The 95-year-old activist was passionate and persistent — a firebrand who dedicated much of her life to sharing her sister’s story, but in doing so created a legacy of her own.

Born in Halifax in 1926, Robson grew up the youngest of 11 children, one of whom was a sister older by 12 years, Viola Desmond.

Desmond is known across Canada as the woman who defied segregatio­n rules in a New Glasgow, N.S. movie theatre in 1946.

When she refused to move out of the whites-only section, she was convicted of a tax offence and fined $26.

As The Toronto Star reported, in 2000 Robson was taking a university course in race relations and was asked to recount Desmond’s story.

“It just became my mission,” she said, of what became her platform for trying to make the world a better place.

Robson went on to speak to school children about her sister and wrote several books about Desmond’s life — including “Sister to Courage: Stories from the World of Viola Desmond, Canada’s Rosa Parks,” in 2010.

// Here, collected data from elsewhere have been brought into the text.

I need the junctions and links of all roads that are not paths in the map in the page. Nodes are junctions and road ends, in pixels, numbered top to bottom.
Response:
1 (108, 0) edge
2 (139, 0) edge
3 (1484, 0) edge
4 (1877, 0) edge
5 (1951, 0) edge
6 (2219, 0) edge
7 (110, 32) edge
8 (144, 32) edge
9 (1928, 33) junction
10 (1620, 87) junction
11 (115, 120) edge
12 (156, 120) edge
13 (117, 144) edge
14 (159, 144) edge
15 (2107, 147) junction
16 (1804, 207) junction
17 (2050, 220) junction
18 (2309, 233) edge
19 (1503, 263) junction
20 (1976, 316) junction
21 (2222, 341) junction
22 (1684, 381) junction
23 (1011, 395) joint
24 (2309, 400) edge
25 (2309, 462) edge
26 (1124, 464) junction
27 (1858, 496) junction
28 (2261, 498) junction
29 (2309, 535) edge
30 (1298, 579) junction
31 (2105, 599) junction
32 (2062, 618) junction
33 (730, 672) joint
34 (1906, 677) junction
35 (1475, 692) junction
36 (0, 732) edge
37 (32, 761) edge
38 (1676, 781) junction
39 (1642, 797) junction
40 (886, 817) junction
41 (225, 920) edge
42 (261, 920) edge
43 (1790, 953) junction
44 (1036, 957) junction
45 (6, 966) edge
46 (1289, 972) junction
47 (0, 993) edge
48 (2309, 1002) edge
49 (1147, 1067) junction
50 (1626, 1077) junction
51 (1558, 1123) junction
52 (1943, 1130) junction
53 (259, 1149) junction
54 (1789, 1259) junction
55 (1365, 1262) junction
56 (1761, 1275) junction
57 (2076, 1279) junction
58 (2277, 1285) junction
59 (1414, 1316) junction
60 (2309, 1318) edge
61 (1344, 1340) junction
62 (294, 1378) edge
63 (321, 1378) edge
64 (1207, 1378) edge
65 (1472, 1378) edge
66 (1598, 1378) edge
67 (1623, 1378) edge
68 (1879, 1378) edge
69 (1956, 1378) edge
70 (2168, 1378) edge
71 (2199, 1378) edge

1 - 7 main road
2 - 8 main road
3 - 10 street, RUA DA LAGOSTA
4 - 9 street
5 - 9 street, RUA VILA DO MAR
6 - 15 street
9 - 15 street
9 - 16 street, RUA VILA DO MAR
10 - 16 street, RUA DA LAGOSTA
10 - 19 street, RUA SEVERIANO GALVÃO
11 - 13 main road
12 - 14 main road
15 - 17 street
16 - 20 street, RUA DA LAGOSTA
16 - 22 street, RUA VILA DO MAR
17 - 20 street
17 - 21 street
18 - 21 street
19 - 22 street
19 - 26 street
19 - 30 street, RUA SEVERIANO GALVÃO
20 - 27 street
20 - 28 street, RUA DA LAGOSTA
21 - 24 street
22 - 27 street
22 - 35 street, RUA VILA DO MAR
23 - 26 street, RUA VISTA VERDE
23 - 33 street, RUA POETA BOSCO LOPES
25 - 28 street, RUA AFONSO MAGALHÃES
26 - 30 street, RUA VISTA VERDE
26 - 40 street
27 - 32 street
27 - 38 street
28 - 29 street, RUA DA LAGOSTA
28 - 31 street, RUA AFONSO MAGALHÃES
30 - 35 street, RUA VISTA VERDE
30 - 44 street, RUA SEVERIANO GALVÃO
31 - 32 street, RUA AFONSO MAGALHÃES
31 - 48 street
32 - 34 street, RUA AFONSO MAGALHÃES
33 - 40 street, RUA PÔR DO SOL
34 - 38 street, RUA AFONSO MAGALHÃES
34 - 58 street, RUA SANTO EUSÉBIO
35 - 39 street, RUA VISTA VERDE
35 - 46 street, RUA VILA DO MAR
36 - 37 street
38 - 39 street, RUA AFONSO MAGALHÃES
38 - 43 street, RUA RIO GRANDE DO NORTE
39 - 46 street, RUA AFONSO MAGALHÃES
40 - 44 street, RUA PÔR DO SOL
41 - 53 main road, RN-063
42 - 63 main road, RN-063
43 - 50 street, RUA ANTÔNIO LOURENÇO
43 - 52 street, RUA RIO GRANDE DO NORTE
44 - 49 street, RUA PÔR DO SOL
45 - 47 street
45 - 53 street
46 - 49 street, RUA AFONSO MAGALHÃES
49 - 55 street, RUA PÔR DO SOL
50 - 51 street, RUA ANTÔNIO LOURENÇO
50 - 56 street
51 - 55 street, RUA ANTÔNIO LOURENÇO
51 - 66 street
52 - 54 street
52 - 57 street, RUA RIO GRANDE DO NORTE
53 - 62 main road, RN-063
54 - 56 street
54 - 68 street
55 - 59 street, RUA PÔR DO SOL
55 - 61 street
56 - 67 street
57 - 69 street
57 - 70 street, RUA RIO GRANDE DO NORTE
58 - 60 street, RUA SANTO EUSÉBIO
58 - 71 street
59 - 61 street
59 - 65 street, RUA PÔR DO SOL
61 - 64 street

With support from others, like civil rights activist and journalism pioneer Carrie Best — founder of The Clarion, the first Nova Scotian newspaper owned by Black Canadians — Robson took Desmond’s story to the world.

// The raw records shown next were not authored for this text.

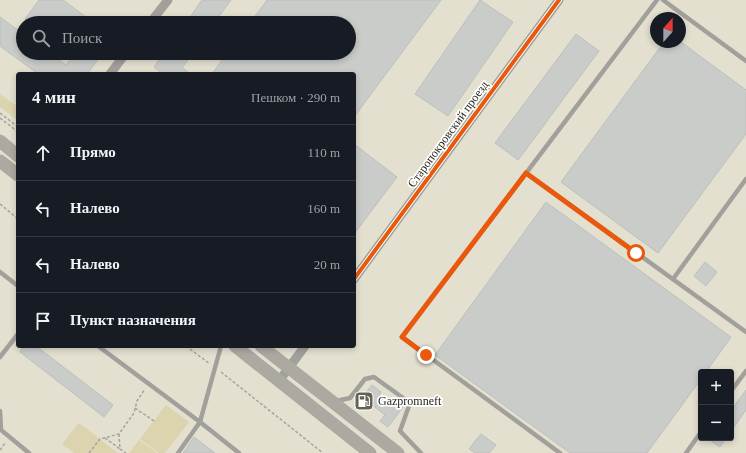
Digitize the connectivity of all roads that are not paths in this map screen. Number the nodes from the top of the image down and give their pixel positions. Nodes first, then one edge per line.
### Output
1 (168, 0) edge
2 (558, 0) edge
3 (657, 0) edge
4 (663, 0) edge
5 (155, 16) edge
6 (121, 60) edge
7 (746, 60) edge
8 (112, 72) edge
9 (0, 141) edge
10 (16, 154) edge
11 (0, 161) edge
12 (16, 173) edge
13 (526, 173) junction
14 (746, 180) edge
15 (0, 272) edge
16 (356, 276) edge
17 (673, 279) junction
18 (16, 284) edge
19 (746, 332) edge
20 (16, 337) edge
21 (101, 348) edge
22 (220, 348) edge
23 (237, 348) edge
24 (264, 348) edge
25 (304, 348) edge
26 (0, 357) edge
27 (289, 368) junction
28 (746, 371) edge
29 (279, 381) junction
30 (734, 387) edge
31 (332, 401) junction
32 (0, 411) edge
33 (200, 422) junction
34 (0, 431) edge
35 (698, 436) edge
36 (29, 453) edge
37 (178, 453) edge
38 (239, 453) edge
39 (370, 453) edge
40 (398, 453) edge
41 (421, 453) edge
42 (560, 453) edge
43 (686, 453) edge

1 - 5 street
2 - 16 street, Старопокровский проезд
3 - 13 lane
4 - 7 lane
6 - 8 street
9 - 10 main road
11 - 12 main road
13 - 17 lane
13 - 42 lane
14 - 17 lane
15 - 18 lane
17 - 19 lane
20 - 26 lane
21 - 33 lane
22 - 33 lane
23 - 29 main road
24 - 27 main road
25 - 27 street
27 - 29 street
27 - 31 main road
28 - 30 lane
29 - 39 main road
31 - 40 main road
31 - 41 lane
32 - 34 lane
33 - 37 lane
33 - 38 lane
34 - 36 lane
35 - 43 lane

Desmond died in 1965, but thanks to her sister’s tenacity, she was posthumous­ly pardoned and went on to become the first Canadian woman to have her image appear on Canadian currency when she appeared on the $10 bill in 2018.

It was one of the happiest moments of Robson’s life.

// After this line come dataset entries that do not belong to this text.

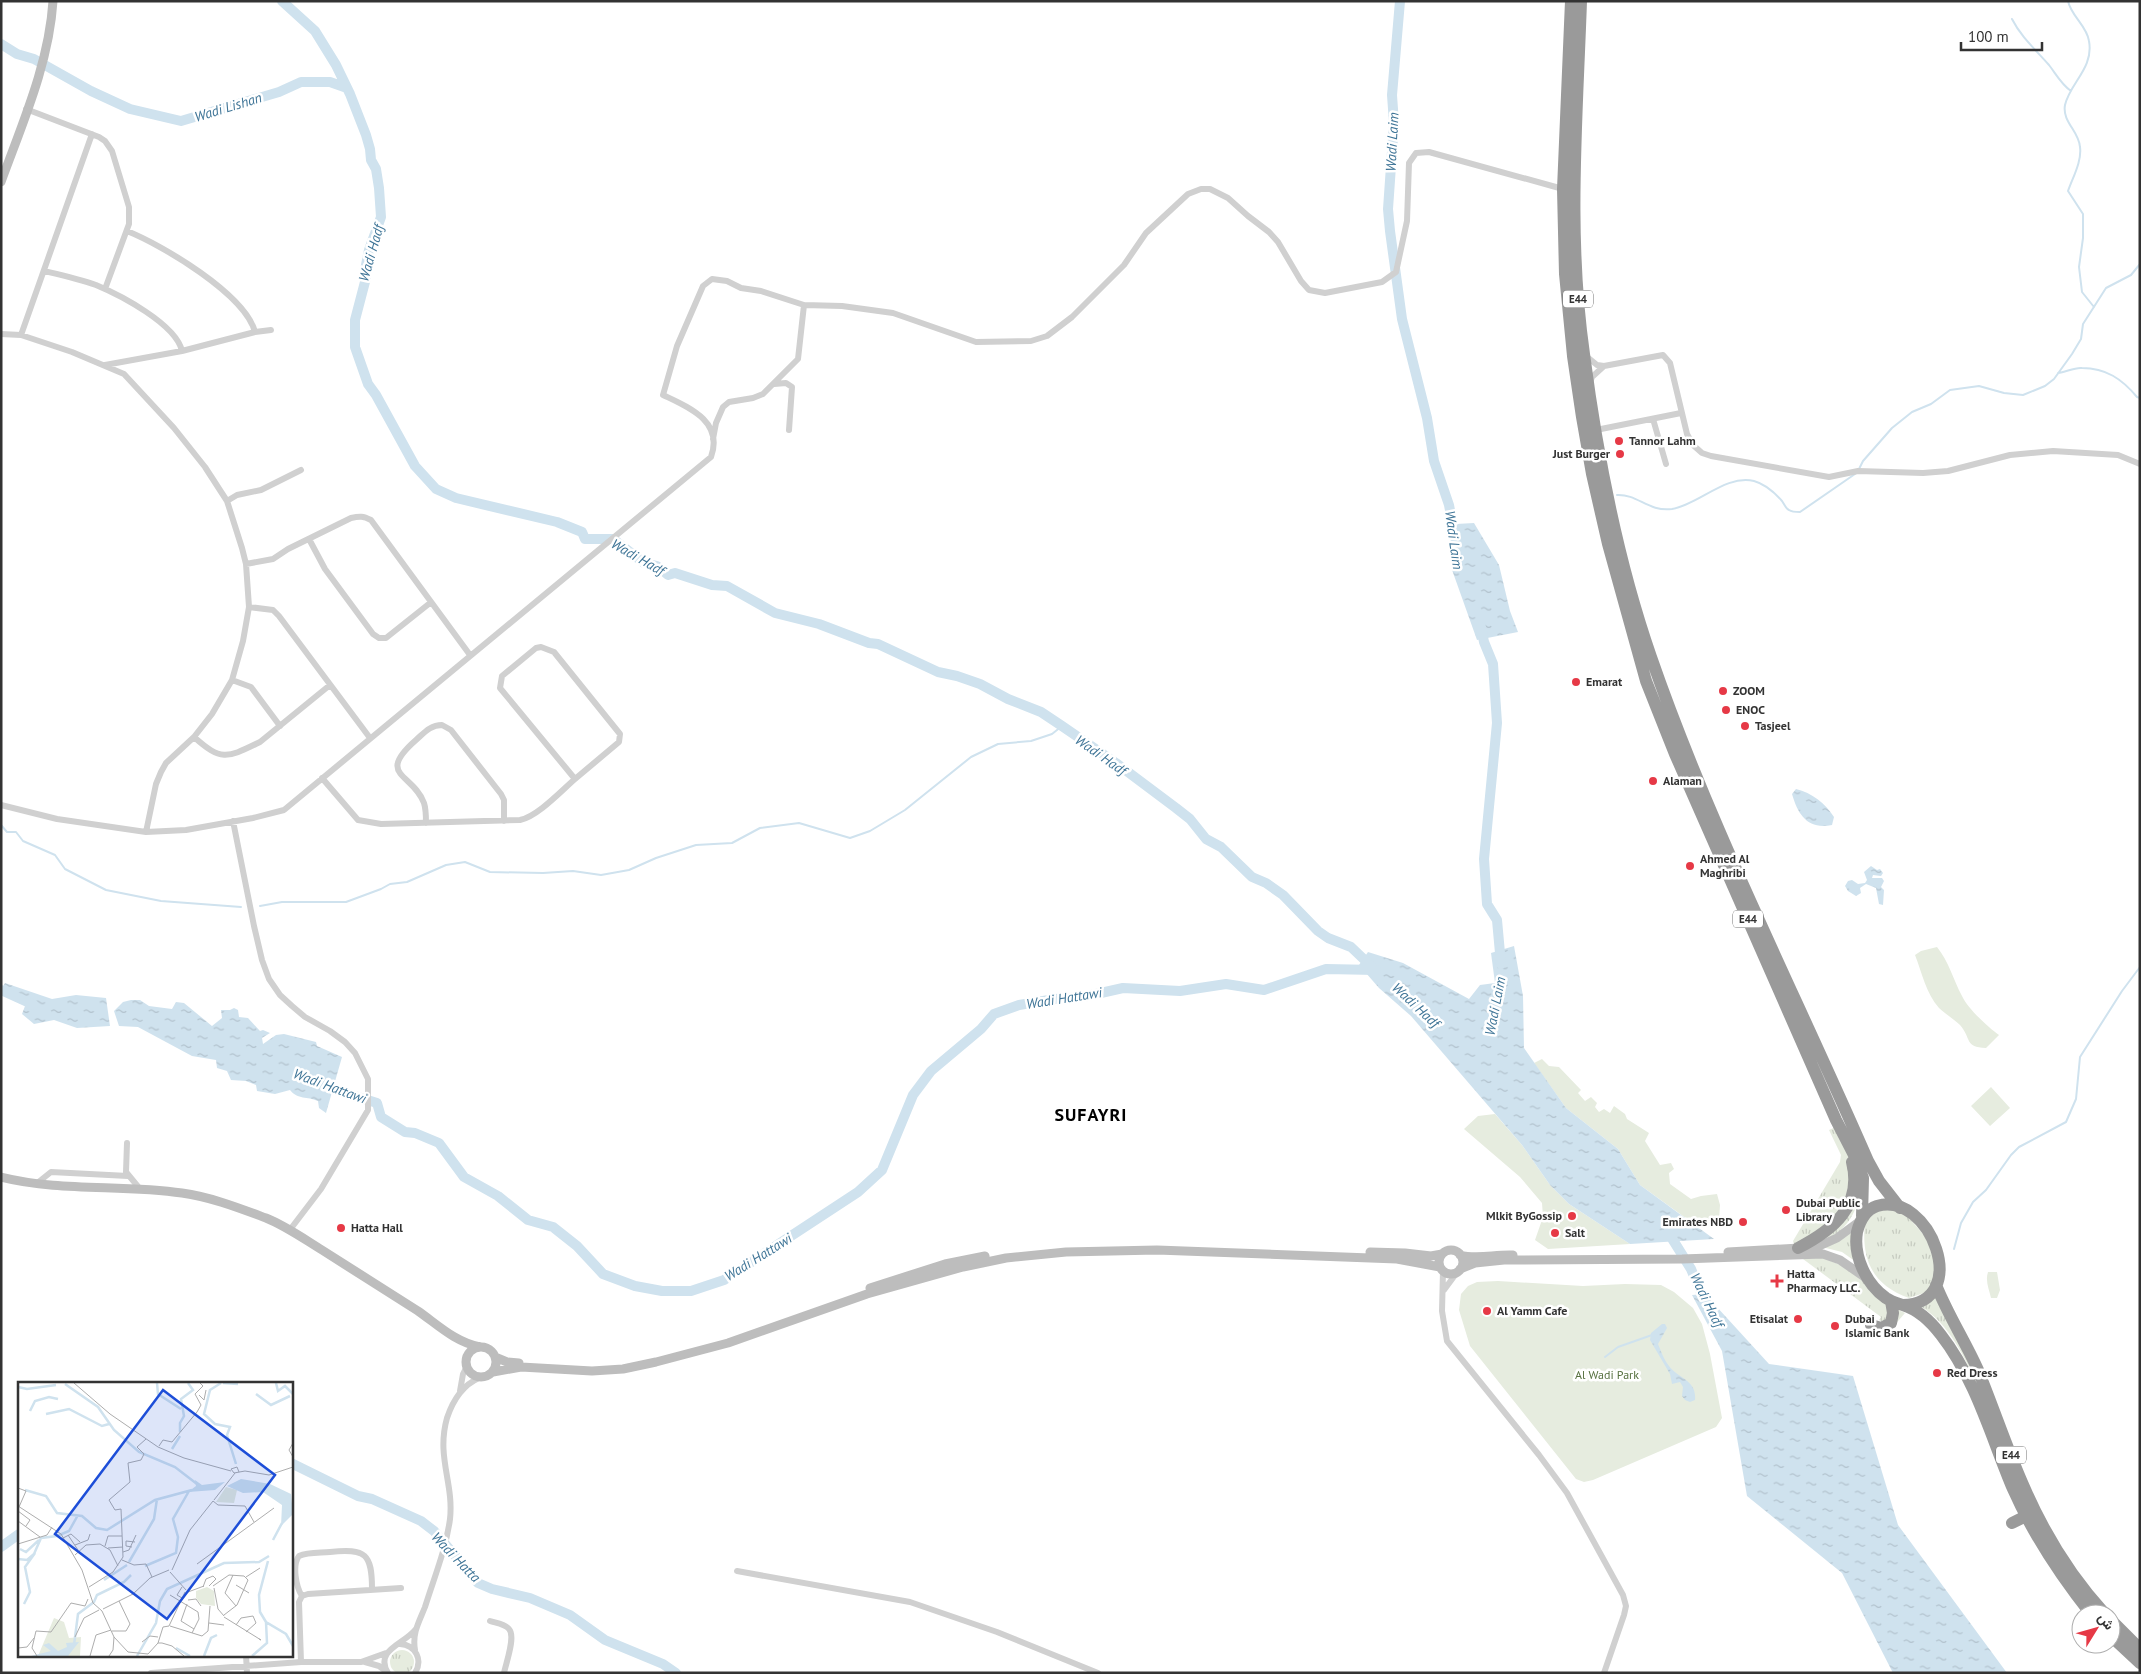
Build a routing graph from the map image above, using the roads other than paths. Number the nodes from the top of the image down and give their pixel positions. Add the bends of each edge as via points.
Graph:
1 (53, 1) edge
2 (1571, 1) edge
3 (1581, 1) edge
4 (26, 110) junction
5 (92, 134) junction
6 (1, 182) edge
7 (1563, 189) junction
8 (127, 231) junction
9 (44, 271) junction
10 (105, 289) junction
11 (804, 305) junction
12 (271, 330) dead end
13 (255, 332) junction
14 (1, 334) edge
15 (21, 335) junction
16 (182, 350) junction
17 (1584, 354) junction
18 (132, 362) junction
19 (104, 366) junction
20 (1604, 366) junction
21 (129, 380) junction
22 (774, 384) junction
23 (1589, 385) junction
24 (1681, 413) junction
25 (1653, 419) junction
26 (790, 430) dead end
27 (1596, 430) junction
28 (713, 440) junction
29 (1666, 464) dead end
30 (2140, 464) edge
31 (301, 470) dead end
32 (226, 501) junction
33 (309, 539) junction
34 (1613, 560) junction
35 (246, 564) junction
36 (1632, 591) junction
37 (430, 603) junction
38 (249, 607) junction
39 (470, 655) junction
40 (232, 680) junction
41 (330, 685) junction
42 (280, 726) junction
43 (194, 737) junction
44 (370, 738) junction
45 (322, 778) junction
46 (575, 779) junction
47 (1, 805) edge
48 (233, 821) junction
49 (504, 821) junction
50 (426, 823) junction
51 (146, 832) junction
52 (1846, 1140) junction
53 (127, 1143) dead end
54 (128, 1176) junction
55 (1, 1177) edge
56 (36, 1184) junction
57 (141, 1189) junction
58 (1900, 1208) junction
59 (1861, 1219) junction
60 (292, 1232) junction
61 (1798, 1248) junction
62 (1442, 1254) junction
63 (1460, 1255) junction
64 (1709, 1256) junction
65 (1681, 1257) junction
66 (1442, 1269) junction
67 (1459, 1270) junction
68 (1868, 1279) junction
69 (1936, 1285) junction
70 (1443, 1293) junction
71 (1897, 1303) junction
72 (1870, 1325) dead end
73 (448, 1333) junction
74 (480, 1347) junction
75 (495, 1357) junction
76 (466, 1364) junction
77 (493, 1372) junction
78 (480, 1378) junction
79 (460, 1392) junction
80 (1981, 1395) junction
81 (2026, 1516) junction
82 (2012, 1523) dead end
83 (737, 1570) dead end
84 (401, 1588) dead end
85 (372, 1590) junction
86 (302, 1596) junction
87 (2084, 1604) edge
88 (2097, 1604) edge
89 (490, 1621) dead end
90 (415, 1629) junction
91 (2121, 1630) edge
92 (399, 1644) junction
93 (2121, 1645) edge
94 (2140, 1649) edge
95 (415, 1650) junction
96 (386, 1653) junction
97 (246, 1656) edge
98 (301, 1662) junction
99 (361, 1662) junction
100 (2140, 1663) edge
101 (246, 1669) edge
102 (417, 1671) edge
103 (388, 1672) edge
104 (151, 1673) edge
105 (504, 1673) edge
106 (1098, 1673) edge
107 (1604, 1673) edge

1 - 4 main road via 44,58
2 - 7 highway, E44
3 - 17 highway, E44 via 1574,200 1575,265
4 - 5 street
4 - 6 main road
5 - 8 street via 106,141 112,151 129,207
5 - 9 street
7 - 11 street via 1429,152 1416,153 1409,163 1408,221 1396,272 1382,282 1325,293 1310,290 1301,282 1269,232 1228,198 1210,189 1201,189 1188,194 1146,233 1124,265 1072,317 1047,336 1031,341 976,342 880,310
7 - 34 highway, E44 via 1565,274 1573,356 1592,474
8 - 10 street
8 - 13 street via 149,240 212,282 244,311
9 - 10 street
9 - 15 street
10 - 16 street via 165,326 181,344
11 - 22 street via 799,355
11 - 28 street via 715,278 703,286 677,346 663,395 702,417
12 - 13 street
13 - 16 street
14 - 15 street
15 - 19 street
16 - 18 street
17 - 20 street via 1597,365
17 - 23 highway, E44
18 - 19 street
18 - 21 street via 127,372
19 - 21 street via 124,374
20 - 23 street via 1592,377
20 - 24 street via 1659,355 1666,357 1672,368
21 - 32 street via 174,428 205,467
22 - 26 street via 786,383 792,387
22 - 28 street via 760,396 735,400 723,407
23 - 27 highway, E44
24 - 25 street
24 - 30 street via 1687,434 1702,453 1829,477 1858,470 1948,471 2010,455 2053,451 2118,455
25 - 27 street
25 - 29 street
27 - 36 highway, E44 via 1613,519
28 - 39 street via 711,456
31 - 32 street via 261,490
32 - 35 street
33 - 35 street via 273,559
33 - 37 street via 351,518 360,516 371,520
33 - 37 street via 325,569 379,638 386,638
34 - 36 highway via 1619,559 1624,580
34 - 52 highway, E44 via 1646,681 1686,783
35 - 38 street
36 - 58 highway, E44 via 1651,657 1722,835 1871,1166
37 - 39 street
38 - 40 street
38 - 41 street via 273,610
39 - 44 street
40 - 42 street via 251,687
40 - 43 street
41 - 42 street
41 - 44 street
42 - 43 street via 260,742 228,754 211,752
43 - 51 street via 161,772
44 - 45 street
45 - 48 street via 284,810
45 - 50 street via 358,820 381,824
46 - 46 street via 619,742 620,734 554,652 536,648 502,676 500,688
46 - 49 street via 526,819
47 - 51 street via 57,819
48 - 51 street via 186,830
48 - 60 street via 254,926 269,979 292,1006 355,1052 368,1079 368,1110
49 - 50 street
49 - 50 street via 501,794 451,730 442,724 432,726 398,759 398,769 423,802
52 - 59 highway, E44 via 1863,1178
52 - 61 highway via 1854,1171 1849,1202 1831,1228
53 - 54 street
54 - 56 street via 52,1172
54 - 57 street
55 - 56 main road
56 - 57 main road
57 - 60 main road via 204,1197 267,1219
58 - 59 highway via 1875,1207
58 - 69 highway via 1920,1221 1933,1241 1940,1267
59 - 61 main road via 1824,1245
59 - 68 highway via 1856,1245
60 - 73 main road
61 - 64 main road
62 - 63 main road via 1452,1250
62 - 66 main road via 1439,1259
62 - 75 main road via 1157,1244 1060,1247 991,1255 936,1267 729,1337 656,1357 574,1367 512,1362
63 - 65 main road
63 - 67 main road via 1462,1264
64 - 65 main road
64 - 68 main road via 1823,1254 1846,1263
65 - 67 main road via 1504,1260 1475,1263
66 - 67 main road via 1452,1273
66 - 70 street
66 - 77 main road via 1396,1258 1156,1250 1066,1252 1006,1258 853,1298 728,1343 656,1362 592,1372 521,1367
67 - 70 street
68 - 71 highway via 1879,1292
69 - 71 highway via 1919,1302
69 - 80 highway, E44 via 1978,1370
70 - 107 street via 1443,1327 1447,1341 1567,1493 1623,1596 1624,1615
71 - 72 highway via 1891,1323 1881,1328
71 - 80 highway, E44 via 1923,1316 1940,1334
73 - 74 main road
73 - 76 main road
74 - 75 main road
74 - 76 main road via 470,1351
75 - 77 main road
76 - 78 main road via 469,1372
76 - 79 street
77 - 78 main road
78 - 79 street
79 - 90 street via 443,1437 450,1508 448,1528
80 - 81 highway, E44
80 - 88 highway, E44 via 2039,1519 2061,1558
81 - 82 highway
81 - 87 highway, E44 via 2053,1562
83 - 106 street via 910,1602 997,1632
84 - 85 street
85 - 86 street
85 - 86 street via 370,1564 362,1554 350,1549 303,1554 297,1558 298,1590
86 - 98 street via 299,1602
89 - 105 street via 507,1626 511,1632
90 - 92 street
90 - 95 street
91 - 94 highway
92 - 95 street
92 - 96 street
93 - 100 highway
95 - 102 street via 419,1662
96 - 99 street
96 - 103 street via 384,1663
97 - 101 street
98 - 99 street
98 - 101 street
99 - 103 street via 379,1666
101 - 104 street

“A woman — a Black woman — is on the $10 bill,” she said. “The Queen is in good company.”

And so were we, during Robson’s lifetime.

She impressed many when — having been unable to continue her university studies as a single mother in the 1940s — she enrolled at Cape Breton University and earned a bachelor of arts degree at the age of 77.

Passionate about teaching as well as learning, she took great pride in the interest the children she spoke to had in learning about their history.

“Young Black children, they seem to be interested in not only themselves, but in making the world a better place,” she once said.

They surely had a good role model in Wanda Robson.

Short in stature, with twinkling eyes and a wide smile, she was a giant in her ability to speak about injustice in a way that inspired others to want to do better.

In insuring Viola Desmond’s story is never forgotten, she has achieved a remarkable feat of her own.

Robson was to have been invested into the Order of Nova Scotia before her death, but the pandemic delayed the ceremony until this spring. Like all the honours she received, it is truly well deserved.